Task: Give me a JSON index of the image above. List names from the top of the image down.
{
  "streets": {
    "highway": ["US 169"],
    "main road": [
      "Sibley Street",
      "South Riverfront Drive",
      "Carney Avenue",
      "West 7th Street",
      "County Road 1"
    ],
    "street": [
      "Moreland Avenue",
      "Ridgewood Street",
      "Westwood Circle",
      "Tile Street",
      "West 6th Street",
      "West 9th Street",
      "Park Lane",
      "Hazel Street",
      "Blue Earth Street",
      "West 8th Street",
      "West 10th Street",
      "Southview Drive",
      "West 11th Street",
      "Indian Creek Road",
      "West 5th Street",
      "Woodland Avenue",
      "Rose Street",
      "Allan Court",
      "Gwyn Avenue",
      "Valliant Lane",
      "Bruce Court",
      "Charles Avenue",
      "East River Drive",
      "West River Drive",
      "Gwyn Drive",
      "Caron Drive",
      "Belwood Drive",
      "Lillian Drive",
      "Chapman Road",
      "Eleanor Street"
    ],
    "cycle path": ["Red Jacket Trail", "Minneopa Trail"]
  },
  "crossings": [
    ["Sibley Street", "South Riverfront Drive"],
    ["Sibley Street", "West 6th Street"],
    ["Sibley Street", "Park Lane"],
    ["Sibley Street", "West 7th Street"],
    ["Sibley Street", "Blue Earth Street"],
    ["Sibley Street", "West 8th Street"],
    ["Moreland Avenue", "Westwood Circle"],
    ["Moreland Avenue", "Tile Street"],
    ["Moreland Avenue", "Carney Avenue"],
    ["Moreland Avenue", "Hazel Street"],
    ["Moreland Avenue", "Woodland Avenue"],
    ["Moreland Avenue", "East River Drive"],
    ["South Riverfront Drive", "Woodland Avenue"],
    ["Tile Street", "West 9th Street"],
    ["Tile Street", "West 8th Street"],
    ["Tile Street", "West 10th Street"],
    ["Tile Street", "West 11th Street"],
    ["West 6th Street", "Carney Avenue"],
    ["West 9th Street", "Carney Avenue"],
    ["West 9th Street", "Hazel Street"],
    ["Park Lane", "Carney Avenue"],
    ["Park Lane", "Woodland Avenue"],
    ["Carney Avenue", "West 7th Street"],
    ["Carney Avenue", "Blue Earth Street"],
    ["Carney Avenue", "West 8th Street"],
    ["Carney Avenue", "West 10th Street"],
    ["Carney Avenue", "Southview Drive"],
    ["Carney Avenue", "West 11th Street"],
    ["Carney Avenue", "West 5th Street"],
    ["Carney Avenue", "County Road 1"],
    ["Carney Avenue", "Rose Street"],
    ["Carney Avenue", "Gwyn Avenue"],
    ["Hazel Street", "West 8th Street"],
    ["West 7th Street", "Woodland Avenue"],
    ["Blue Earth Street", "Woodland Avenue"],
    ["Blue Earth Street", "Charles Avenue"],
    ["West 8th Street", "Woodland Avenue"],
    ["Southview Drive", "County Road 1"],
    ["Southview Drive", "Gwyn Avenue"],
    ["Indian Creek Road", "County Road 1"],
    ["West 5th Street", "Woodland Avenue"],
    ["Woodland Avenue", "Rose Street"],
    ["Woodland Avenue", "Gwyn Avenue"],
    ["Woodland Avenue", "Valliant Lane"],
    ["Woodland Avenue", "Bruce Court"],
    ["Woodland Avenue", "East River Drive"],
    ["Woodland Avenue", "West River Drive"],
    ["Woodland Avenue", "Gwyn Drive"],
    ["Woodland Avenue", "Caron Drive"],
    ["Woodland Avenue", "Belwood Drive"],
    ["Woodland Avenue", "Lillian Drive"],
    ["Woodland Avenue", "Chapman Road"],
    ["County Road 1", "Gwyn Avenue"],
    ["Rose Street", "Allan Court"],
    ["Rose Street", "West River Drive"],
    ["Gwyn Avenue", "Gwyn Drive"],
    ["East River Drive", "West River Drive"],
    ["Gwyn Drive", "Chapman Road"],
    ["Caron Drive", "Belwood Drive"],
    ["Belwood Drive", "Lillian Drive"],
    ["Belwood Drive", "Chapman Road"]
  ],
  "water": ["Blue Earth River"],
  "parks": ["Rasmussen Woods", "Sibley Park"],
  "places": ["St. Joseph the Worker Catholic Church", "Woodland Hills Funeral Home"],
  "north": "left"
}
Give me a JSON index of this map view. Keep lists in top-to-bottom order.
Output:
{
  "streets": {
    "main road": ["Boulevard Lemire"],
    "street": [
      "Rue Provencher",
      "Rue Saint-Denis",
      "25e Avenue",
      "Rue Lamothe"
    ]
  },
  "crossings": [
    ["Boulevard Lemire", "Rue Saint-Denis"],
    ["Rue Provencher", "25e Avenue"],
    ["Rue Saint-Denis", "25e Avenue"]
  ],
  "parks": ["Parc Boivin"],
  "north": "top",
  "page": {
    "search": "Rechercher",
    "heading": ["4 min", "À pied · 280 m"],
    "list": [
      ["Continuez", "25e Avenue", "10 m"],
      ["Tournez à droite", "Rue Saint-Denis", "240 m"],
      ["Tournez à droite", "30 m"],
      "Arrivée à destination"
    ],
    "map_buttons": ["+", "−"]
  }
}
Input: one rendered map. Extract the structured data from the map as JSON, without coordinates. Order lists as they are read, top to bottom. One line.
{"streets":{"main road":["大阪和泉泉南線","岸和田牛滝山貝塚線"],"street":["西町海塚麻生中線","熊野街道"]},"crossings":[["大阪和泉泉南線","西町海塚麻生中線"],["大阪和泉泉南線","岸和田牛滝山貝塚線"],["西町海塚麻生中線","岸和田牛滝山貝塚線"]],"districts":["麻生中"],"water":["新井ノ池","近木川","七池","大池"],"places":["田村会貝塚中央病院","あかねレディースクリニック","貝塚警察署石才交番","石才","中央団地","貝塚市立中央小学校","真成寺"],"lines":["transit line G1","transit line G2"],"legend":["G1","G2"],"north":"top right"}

· · · · ·

All lines in the data that contain the word "places" should be copied.

[Answer space]
  "places": ["St. Joseph the Worker Catholic Church", "Woodland Hills Funeral Home"],
{"streets":{"main road":["大阪和泉泉南線","岸和田牛滝山貝塚線"],"street":["西町海塚麻生中線","熊野街道"]},"crossings":[["大阪和泉泉南線","西町海塚麻生中線"],["大阪和泉泉南線","岸和田牛滝山貝塚線"],["西町海塚麻生中線","岸和田牛滝山貝塚線"]],"districts":["麻生中"],"water":["新井ノ池","近木川","七池","大池"],"places":["田村会貝塚中央病院","あかねレディースクリニック","貝塚警察署石才交番","石才","中央団地","貝塚市立中央小学校","真成寺"],"lines":["transit line G1","transit line G2"],"legend":["G1","G2"],"north":"top right"}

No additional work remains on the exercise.